What to produce ▸ Which of the lines below hold "roads"? Please return each one.

(Dataset records)
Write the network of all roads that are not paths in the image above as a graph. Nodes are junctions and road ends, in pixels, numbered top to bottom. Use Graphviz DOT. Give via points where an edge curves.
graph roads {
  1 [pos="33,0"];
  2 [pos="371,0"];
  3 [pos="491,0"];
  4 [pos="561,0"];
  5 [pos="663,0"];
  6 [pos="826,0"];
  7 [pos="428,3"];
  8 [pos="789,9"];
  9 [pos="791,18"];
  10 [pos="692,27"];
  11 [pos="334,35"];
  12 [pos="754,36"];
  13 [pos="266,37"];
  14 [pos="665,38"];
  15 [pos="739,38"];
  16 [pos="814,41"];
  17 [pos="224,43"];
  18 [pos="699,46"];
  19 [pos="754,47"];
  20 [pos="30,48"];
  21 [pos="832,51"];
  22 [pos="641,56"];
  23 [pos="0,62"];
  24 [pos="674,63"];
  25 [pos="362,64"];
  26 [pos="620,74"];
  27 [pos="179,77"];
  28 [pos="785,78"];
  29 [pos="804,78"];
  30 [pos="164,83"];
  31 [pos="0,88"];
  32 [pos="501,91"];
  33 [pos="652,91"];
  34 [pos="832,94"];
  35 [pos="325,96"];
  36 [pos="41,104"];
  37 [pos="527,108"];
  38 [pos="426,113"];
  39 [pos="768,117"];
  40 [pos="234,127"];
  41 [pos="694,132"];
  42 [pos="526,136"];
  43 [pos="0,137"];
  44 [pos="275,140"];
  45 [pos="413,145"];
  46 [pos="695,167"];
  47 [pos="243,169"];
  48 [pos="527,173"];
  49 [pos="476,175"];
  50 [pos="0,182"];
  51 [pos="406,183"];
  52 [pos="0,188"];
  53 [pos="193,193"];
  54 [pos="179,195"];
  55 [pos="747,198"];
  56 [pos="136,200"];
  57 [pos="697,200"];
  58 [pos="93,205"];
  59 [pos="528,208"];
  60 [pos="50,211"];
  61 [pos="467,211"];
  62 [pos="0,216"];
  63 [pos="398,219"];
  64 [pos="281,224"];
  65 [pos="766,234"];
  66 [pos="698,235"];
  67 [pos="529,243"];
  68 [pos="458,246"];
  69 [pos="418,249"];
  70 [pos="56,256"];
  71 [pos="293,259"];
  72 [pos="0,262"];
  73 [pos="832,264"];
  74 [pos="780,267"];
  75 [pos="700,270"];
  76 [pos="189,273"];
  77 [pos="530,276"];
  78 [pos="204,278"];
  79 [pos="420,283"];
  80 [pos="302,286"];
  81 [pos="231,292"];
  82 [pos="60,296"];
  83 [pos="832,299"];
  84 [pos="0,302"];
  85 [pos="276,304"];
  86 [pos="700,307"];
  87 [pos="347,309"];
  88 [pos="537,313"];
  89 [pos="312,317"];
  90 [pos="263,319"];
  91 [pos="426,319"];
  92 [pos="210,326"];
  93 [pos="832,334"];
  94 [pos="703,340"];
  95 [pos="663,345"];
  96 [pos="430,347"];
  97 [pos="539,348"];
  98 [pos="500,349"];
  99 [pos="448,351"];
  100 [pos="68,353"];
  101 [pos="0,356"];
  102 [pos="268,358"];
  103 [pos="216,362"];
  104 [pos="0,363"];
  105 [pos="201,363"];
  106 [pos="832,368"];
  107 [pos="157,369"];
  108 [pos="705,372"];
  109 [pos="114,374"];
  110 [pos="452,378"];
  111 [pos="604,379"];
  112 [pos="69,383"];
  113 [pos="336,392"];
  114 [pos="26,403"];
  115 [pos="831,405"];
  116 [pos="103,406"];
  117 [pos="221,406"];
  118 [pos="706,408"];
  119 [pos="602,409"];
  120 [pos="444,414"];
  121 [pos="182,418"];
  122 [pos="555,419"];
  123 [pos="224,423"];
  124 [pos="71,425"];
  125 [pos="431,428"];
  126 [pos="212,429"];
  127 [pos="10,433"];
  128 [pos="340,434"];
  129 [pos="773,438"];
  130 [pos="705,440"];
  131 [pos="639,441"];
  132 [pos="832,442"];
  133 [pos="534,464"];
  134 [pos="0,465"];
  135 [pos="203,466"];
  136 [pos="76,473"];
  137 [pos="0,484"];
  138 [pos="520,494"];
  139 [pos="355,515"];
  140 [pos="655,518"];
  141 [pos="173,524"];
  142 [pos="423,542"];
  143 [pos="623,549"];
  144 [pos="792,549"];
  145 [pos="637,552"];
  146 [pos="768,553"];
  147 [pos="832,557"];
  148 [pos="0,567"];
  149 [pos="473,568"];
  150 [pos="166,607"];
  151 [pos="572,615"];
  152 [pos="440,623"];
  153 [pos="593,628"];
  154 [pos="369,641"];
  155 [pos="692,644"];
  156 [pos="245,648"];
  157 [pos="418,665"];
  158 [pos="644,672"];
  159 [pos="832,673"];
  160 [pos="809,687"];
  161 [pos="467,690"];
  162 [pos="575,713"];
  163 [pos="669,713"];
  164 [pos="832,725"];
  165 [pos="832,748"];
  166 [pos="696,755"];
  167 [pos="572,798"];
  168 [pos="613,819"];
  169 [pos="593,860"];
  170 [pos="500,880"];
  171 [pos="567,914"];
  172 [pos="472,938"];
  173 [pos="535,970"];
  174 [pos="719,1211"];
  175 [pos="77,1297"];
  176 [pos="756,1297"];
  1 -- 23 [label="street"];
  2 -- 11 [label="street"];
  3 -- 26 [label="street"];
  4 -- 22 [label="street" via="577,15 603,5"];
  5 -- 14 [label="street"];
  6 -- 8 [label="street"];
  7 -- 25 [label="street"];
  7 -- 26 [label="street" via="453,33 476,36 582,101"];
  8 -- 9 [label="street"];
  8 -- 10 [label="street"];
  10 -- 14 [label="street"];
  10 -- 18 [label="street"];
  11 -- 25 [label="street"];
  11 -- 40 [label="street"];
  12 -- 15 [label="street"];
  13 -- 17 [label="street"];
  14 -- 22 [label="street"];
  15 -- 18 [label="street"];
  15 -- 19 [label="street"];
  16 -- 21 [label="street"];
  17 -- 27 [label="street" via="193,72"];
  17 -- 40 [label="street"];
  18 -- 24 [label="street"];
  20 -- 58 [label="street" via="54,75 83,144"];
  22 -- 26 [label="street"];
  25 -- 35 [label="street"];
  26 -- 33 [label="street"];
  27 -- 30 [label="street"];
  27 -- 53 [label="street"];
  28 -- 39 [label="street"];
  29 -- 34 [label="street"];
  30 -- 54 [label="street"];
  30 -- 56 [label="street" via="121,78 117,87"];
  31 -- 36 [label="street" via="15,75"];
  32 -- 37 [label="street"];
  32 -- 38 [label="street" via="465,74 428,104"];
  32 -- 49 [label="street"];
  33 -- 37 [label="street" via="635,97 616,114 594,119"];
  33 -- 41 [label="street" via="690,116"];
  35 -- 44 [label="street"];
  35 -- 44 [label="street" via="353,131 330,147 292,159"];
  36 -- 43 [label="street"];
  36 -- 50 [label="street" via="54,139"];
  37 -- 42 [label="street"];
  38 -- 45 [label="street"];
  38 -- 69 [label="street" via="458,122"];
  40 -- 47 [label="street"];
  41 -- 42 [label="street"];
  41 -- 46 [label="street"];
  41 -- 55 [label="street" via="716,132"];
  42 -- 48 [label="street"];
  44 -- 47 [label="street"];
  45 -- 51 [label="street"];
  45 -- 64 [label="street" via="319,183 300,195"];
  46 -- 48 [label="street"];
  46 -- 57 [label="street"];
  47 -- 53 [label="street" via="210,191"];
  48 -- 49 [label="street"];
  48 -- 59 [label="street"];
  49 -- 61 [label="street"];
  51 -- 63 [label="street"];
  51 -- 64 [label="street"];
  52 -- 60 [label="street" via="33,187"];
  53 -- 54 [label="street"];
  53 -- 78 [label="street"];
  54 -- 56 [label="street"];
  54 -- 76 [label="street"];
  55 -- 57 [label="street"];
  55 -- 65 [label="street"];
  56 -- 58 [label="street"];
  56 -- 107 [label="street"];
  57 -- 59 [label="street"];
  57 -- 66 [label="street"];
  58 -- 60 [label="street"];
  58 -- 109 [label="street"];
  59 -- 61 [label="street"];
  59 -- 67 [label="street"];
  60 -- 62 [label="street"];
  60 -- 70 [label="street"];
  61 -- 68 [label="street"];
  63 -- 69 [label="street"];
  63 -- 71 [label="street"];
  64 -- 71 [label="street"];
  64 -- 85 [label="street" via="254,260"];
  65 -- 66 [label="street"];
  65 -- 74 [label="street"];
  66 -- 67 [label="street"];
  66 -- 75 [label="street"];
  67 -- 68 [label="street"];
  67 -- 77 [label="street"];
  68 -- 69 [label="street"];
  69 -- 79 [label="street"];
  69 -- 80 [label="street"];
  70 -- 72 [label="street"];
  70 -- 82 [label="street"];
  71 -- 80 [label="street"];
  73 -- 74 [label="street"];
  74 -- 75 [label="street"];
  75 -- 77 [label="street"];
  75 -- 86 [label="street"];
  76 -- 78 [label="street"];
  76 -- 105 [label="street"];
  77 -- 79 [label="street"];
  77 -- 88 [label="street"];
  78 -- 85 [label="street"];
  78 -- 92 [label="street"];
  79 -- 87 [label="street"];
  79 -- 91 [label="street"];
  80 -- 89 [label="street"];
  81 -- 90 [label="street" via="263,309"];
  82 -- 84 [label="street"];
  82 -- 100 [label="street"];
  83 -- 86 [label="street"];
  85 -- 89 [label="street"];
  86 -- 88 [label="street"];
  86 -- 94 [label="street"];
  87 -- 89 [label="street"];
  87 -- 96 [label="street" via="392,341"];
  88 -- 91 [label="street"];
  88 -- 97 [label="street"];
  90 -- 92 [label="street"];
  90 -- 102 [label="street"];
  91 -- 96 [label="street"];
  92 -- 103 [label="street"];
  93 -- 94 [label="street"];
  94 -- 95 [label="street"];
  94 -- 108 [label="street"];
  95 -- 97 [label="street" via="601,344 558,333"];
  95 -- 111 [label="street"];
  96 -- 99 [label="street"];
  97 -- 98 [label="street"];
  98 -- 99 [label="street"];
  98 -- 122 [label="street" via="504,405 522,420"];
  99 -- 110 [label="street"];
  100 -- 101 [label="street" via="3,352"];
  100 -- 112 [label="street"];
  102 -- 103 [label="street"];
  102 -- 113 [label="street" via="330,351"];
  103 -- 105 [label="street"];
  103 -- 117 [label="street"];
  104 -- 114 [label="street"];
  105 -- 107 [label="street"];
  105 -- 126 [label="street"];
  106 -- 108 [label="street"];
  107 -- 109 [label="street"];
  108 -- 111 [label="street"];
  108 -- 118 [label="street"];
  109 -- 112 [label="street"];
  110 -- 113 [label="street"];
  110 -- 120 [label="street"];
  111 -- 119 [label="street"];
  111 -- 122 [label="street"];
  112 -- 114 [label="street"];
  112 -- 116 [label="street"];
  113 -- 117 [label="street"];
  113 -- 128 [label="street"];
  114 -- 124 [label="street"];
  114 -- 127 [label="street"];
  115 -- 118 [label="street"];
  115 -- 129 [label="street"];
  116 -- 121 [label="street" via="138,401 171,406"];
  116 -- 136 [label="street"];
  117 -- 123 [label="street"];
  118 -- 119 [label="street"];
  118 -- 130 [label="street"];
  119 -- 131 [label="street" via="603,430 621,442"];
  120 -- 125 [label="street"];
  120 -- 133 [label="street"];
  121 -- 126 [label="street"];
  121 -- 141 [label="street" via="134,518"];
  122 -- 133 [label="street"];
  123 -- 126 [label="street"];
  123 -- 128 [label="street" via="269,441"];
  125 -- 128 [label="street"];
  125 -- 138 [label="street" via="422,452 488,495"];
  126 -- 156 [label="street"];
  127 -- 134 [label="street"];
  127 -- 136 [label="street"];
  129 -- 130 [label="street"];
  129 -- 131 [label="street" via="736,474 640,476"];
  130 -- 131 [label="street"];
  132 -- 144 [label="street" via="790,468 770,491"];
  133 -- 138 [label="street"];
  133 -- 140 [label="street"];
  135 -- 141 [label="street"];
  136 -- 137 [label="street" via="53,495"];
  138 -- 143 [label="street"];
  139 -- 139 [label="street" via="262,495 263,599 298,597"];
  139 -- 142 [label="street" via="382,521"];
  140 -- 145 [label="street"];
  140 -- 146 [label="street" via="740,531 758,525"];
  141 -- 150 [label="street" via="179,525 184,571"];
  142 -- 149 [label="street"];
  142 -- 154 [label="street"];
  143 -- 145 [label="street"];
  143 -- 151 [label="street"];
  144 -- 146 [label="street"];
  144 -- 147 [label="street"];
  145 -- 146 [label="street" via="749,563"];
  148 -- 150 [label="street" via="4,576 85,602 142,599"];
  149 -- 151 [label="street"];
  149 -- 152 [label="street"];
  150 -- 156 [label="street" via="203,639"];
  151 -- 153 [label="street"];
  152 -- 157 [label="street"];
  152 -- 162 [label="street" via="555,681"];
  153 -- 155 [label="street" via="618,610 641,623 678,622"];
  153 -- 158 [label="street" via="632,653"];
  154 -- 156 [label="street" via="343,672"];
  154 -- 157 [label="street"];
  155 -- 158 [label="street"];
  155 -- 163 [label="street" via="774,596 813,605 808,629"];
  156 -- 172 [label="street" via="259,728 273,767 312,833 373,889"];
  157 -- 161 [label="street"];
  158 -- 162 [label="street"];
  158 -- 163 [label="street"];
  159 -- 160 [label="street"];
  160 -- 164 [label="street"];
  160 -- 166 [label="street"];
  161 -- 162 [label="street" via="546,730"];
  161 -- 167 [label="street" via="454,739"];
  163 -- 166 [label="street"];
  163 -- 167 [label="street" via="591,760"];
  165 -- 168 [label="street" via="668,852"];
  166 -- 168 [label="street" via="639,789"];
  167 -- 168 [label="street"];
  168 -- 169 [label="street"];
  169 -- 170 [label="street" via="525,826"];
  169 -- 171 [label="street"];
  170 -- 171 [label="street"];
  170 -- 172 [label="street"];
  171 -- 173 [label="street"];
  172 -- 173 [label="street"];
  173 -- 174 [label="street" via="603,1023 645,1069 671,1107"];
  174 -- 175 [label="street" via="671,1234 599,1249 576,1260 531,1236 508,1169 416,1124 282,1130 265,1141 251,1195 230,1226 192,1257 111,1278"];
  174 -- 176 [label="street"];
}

Response to this exercise ▸
Write the network of all roads that are not paths in the image above as a graph. Nodes are junctions and road ends, in pixels, numbered top to bottom. Use Graphviz DOT. Give via points where an edge curves.
graph roads {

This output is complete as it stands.